If you’re feeling confident with above points, let’s move on to the next section.

Calculating

So given \(x\) a vector inside the hyperplane:

\[ \text{Hyperplane}: w \cdot x + b = 0 \\ \]

And given \(y\) is a vector inside the support vector that is the counterpart of \(x\) when \(x\) moves several unit of direction towards the support vector:

\[ y = x + k \times \text{direction towards the support vector} \\ \]

The direction itself is the same direction as the \(w\) vector, and the \(k\) is the unit that \(x\) needs to reach to \(y\).

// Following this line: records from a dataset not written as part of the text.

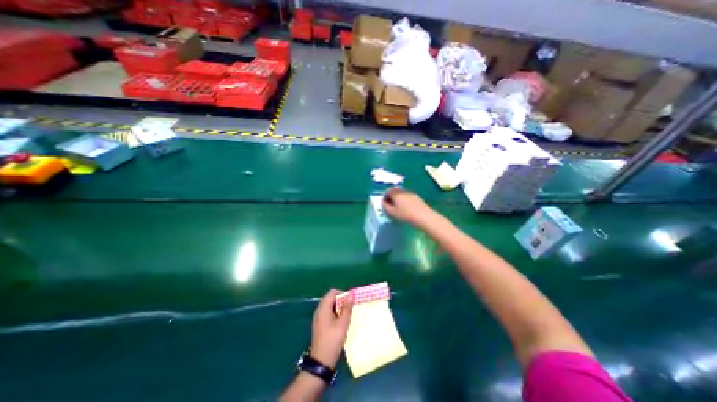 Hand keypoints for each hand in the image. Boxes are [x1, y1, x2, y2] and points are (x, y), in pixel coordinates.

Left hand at [312, 289, 351, 370]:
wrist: (321, 361)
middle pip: (330, 298)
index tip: (350, 301)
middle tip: (350, 308)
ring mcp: (318, 318)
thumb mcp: (343, 323)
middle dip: (341, 300)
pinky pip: (327, 313)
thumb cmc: (333, 340)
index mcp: (323, 308)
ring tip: (347, 315)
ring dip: (338, 307)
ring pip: (329, 306)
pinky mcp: (319, 324)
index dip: (342, 293)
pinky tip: (341, 322)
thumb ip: (347, 307)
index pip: (332, 292)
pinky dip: (335, 313)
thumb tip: (351, 294)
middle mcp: (319, 310)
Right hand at [380, 187, 437, 226]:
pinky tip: (406, 208)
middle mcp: (402, 190)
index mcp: (395, 193)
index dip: (384, 197)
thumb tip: (384, 202)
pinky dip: (405, 200)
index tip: (384, 204)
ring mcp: (410, 193)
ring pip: (401, 194)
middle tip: (390, 205)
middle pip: (394, 191)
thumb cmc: (405, 214)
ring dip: (398, 198)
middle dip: (391, 197)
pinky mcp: (416, 197)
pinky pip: (407, 196)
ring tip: (398, 207)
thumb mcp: (392, 212)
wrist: (422, 215)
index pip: (387, 192)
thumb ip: (385, 206) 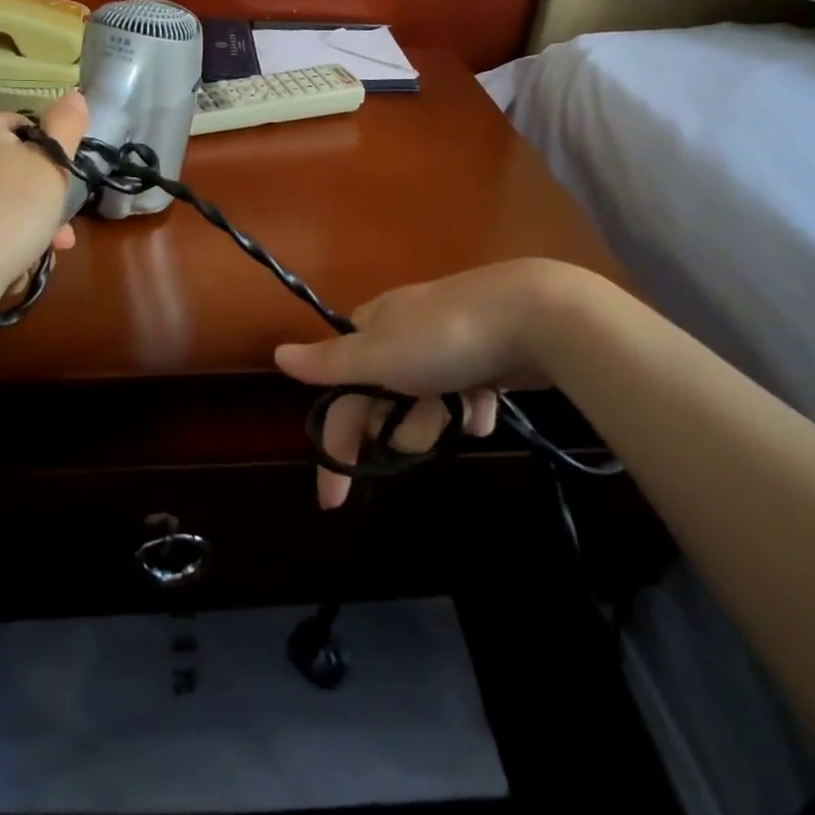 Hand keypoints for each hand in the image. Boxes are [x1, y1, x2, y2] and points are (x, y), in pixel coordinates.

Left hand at [0, 92, 88, 307]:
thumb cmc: (10, 209)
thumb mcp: (53, 164)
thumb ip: (67, 126)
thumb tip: (74, 94)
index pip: (20, 126)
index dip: (50, 152)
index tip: (66, 183)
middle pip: (8, 171)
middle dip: (41, 200)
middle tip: (63, 231)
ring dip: (25, 227)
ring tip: (45, 255)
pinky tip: (14, 268)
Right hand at [274, 260, 564, 507]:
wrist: (536, 316)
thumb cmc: (445, 338)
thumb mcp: (378, 355)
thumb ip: (328, 362)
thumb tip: (277, 355)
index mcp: (373, 327)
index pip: (340, 390)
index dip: (337, 438)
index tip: (333, 499)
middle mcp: (406, 333)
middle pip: (383, 401)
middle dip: (399, 425)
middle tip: (423, 429)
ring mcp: (448, 344)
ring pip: (425, 404)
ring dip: (437, 419)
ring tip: (462, 410)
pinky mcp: (486, 356)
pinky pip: (464, 398)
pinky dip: (470, 408)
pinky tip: (486, 404) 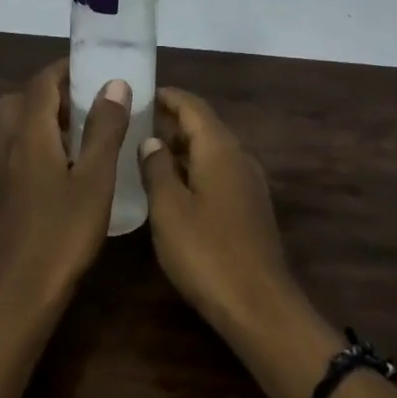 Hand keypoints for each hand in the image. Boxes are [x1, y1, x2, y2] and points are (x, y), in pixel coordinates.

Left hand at [0, 59, 130, 309]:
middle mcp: (4, 141)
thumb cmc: (63, 232)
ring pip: (6, 124)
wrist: (18, 289)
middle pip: (17, 99)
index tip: (91, 68)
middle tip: (81, 104)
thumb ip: (104, 128)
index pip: (42, 82)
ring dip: (31, 116)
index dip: (65, 70)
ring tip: (66, 132)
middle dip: (47, 92)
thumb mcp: (95, 179)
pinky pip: (2, 148)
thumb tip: (114, 84)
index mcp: (29, 132)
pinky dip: (22, 142)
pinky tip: (46, 165)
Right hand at [137, 88, 302, 343]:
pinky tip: (173, 189)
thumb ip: (156, 169)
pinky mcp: (250, 209)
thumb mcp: (168, 209)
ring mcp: (249, 185)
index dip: (169, 97)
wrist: (259, 305)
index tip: (144, 92)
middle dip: (173, 122)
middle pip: (205, 127)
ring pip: (212, 153)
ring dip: (182, 148)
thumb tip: (152, 141)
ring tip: (148, 154)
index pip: (194, 107)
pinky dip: (194, 170)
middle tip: (137, 124)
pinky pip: (219, 174)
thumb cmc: (207, 252)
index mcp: (220, 150)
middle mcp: (239, 158) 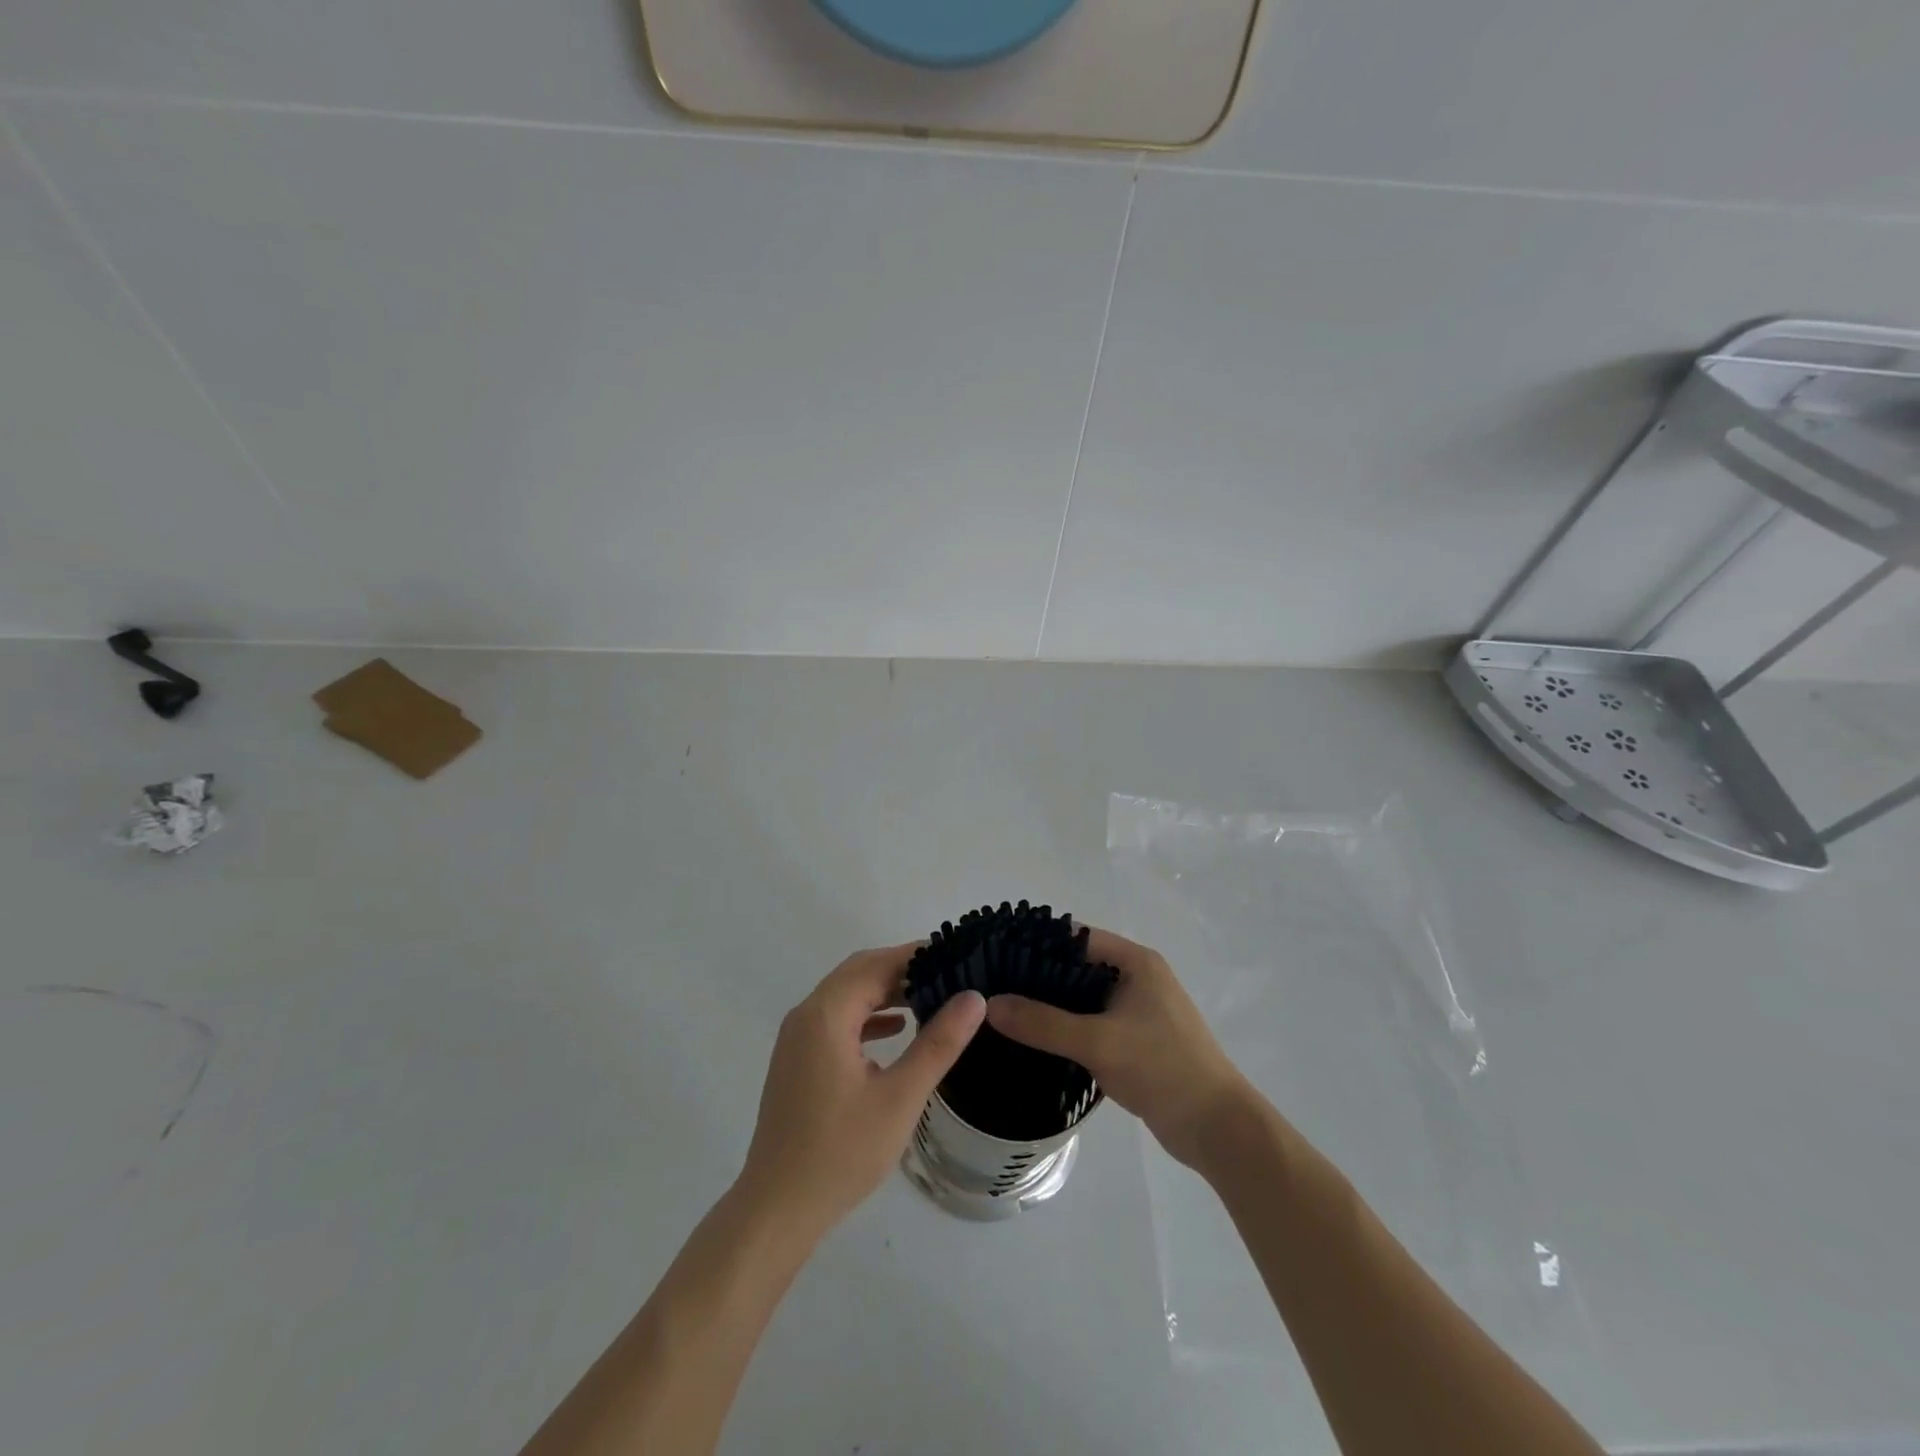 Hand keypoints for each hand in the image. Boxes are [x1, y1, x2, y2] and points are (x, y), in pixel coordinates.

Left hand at [736, 943, 985, 1240]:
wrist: (778, 1208)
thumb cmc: (841, 1152)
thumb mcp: (900, 1097)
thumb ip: (938, 1043)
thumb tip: (973, 997)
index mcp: (826, 1015)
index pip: (876, 965)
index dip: (916, 955)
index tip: (956, 953)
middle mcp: (806, 1015)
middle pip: (859, 972)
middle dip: (902, 968)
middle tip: (949, 973)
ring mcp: (798, 1038)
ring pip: (847, 995)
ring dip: (885, 990)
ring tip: (931, 995)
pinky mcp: (799, 1060)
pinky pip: (837, 1019)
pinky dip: (868, 1014)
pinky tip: (897, 1028)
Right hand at [986, 928, 1246, 1168]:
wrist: (1217, 1128)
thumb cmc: (1162, 1068)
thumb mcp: (1098, 1042)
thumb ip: (1043, 1024)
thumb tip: (990, 1005)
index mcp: (1136, 962)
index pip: (1077, 937)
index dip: (1038, 943)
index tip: (998, 955)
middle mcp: (1138, 978)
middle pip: (1078, 967)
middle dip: (1039, 976)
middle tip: (994, 988)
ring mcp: (1138, 1011)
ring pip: (1084, 999)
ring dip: (1052, 1006)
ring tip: (1005, 1013)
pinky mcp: (1136, 1041)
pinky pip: (1093, 1024)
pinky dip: (1067, 1029)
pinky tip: (1035, 1041)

\[ y = x + k \frac{w}{\|w\|} \\ \]

The \(y\) itself as said above is a support vector of \(x\) counterpart, which means:

\[ w \cdot y + b = 1 \\ \] \[ w \cdot (x + k \frac{w}{\|w\|}) + b = 1 \\ \] \[ w \cdot x + k \frac{w \cdot w}{\|w\|} + b = 1 \\ \]

\[ w \cdot x + b + k \frac{w \cdot w}{\|w\|} = 1 \\ \]

And we already know that \(w \cdot x + b = 0\), so:

\[ k \frac{w \cdot w}{\|w\|} = 1 \\ \] \[ k \frac{\|w\|^2}{\|w\|} = 1 \\ \] \[ k \|w\| = 1 \\ \] \[ k = \frac{1}{\|w\|} \\ \]

So for the width of the margin, because it’s distance is basically the same between two classes, we can just multiply the \(k\) with 2:

\[ \text{Width of the margin} = 2k = \frac{2}{\|w\|} \\ \]

Then we can see that if we want to maximize the margin width, we need to minimize the \(\|w\|\) (the magnitude of vector w) because it’s in the denominator, the lower the value of \(\|w\|\), the higher the width of the margin.